Saved data entries:
*-*-*
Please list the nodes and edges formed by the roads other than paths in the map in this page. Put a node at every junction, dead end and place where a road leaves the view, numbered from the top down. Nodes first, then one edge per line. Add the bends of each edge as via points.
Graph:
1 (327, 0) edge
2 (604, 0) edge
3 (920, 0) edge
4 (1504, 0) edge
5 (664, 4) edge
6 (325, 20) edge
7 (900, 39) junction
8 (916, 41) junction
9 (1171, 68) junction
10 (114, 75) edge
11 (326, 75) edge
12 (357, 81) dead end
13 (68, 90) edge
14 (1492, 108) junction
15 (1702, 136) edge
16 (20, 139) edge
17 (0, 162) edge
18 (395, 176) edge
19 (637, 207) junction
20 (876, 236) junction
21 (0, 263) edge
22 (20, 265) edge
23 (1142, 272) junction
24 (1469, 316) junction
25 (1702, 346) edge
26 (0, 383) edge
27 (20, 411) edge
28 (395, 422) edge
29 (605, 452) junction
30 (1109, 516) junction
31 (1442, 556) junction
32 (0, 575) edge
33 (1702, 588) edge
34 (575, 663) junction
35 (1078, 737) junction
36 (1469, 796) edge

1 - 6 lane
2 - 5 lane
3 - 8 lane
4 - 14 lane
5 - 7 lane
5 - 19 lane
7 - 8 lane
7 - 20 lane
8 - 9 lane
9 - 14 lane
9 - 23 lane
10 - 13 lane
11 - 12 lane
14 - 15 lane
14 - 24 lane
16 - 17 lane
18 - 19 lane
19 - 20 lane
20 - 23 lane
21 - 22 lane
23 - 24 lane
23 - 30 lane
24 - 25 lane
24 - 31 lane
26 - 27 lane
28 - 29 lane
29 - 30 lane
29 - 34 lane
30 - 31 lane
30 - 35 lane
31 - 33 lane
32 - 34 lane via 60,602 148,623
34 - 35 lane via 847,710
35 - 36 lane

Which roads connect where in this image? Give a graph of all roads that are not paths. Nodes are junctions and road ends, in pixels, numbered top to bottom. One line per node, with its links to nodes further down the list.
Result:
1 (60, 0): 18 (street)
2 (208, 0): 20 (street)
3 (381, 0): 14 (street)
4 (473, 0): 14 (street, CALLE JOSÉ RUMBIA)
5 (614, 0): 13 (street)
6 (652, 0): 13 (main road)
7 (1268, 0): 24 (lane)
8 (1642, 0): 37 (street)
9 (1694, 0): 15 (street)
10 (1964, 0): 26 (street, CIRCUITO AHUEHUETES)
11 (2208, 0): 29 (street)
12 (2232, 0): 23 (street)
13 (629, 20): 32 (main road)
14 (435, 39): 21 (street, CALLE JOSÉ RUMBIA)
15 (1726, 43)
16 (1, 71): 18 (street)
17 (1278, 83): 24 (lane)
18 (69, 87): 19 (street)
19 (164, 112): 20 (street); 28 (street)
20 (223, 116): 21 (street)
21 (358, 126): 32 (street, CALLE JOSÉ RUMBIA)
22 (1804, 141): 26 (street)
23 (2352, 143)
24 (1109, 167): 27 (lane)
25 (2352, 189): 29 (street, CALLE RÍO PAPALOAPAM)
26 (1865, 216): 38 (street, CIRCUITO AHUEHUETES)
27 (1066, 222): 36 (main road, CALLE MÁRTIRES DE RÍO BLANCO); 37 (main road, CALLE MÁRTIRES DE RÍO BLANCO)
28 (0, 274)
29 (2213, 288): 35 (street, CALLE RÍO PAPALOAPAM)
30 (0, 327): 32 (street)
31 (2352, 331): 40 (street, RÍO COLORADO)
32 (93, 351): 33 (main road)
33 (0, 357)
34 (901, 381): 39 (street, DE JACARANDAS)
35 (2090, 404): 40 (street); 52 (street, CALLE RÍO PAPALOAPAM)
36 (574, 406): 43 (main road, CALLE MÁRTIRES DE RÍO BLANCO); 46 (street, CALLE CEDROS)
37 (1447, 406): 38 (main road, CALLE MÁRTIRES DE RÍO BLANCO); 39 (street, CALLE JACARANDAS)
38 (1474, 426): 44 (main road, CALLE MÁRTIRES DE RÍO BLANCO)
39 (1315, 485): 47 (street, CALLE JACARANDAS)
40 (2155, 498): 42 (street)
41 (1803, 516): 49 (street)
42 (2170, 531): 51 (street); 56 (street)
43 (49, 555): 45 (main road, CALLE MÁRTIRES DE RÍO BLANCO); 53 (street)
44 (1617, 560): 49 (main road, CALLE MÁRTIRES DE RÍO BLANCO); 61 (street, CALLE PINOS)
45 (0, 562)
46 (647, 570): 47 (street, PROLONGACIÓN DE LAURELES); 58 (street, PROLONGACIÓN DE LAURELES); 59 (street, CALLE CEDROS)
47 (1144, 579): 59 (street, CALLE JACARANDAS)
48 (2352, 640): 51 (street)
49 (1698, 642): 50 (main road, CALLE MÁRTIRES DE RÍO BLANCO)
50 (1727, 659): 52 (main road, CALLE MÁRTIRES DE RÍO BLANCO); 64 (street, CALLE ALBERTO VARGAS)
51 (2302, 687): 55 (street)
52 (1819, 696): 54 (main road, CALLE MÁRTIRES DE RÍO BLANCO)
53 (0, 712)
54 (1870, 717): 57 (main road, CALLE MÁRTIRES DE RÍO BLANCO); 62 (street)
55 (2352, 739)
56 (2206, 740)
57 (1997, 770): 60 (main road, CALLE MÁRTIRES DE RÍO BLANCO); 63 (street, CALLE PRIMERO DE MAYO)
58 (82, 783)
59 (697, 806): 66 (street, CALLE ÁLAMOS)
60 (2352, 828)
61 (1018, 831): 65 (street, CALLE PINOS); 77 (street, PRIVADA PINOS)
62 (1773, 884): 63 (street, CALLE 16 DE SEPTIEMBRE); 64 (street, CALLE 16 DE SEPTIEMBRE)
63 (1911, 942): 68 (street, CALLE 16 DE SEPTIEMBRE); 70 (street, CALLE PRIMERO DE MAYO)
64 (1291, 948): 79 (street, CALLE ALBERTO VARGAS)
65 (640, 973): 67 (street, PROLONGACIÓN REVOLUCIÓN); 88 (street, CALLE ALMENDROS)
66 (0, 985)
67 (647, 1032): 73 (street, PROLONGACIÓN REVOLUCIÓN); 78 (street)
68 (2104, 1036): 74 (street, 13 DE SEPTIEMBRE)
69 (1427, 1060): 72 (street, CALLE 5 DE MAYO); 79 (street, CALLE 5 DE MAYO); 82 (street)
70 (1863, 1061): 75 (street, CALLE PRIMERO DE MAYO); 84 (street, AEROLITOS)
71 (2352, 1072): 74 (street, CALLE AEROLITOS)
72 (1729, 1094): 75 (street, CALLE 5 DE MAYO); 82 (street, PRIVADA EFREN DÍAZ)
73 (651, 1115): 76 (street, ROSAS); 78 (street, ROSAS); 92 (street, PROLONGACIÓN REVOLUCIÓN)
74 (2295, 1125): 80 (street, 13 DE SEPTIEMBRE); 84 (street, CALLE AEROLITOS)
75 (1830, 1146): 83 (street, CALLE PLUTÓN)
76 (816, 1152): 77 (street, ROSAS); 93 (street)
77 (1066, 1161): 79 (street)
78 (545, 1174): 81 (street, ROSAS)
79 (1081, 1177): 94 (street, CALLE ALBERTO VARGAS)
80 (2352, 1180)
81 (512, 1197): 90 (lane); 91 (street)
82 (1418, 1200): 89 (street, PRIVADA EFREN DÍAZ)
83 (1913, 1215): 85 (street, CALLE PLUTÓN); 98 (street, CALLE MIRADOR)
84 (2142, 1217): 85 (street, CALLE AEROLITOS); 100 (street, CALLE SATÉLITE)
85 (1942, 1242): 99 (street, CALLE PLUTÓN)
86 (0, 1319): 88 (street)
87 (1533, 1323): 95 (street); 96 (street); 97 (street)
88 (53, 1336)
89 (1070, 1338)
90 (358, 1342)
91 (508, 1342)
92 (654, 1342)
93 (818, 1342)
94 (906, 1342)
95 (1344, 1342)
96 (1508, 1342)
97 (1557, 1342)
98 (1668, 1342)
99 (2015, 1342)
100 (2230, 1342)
*-*-*
▶ _WHAT IS BEING ASKED_:
Where a line in the entries holds "ALBERTO", copy that line.

▶ _YOUR SOLUTION_:
50 (1727, 659): 52 (main road, CALLE MÁRTIRES DE RÍO BLANCO); 64 (street, CALLE ALBERTO VARGAS)
64 (1291, 948): 79 (street, CALLE ALBERTO VARGAS)
79 (1081, 1177): 94 (street, CALLE ALBERTO VARGAS)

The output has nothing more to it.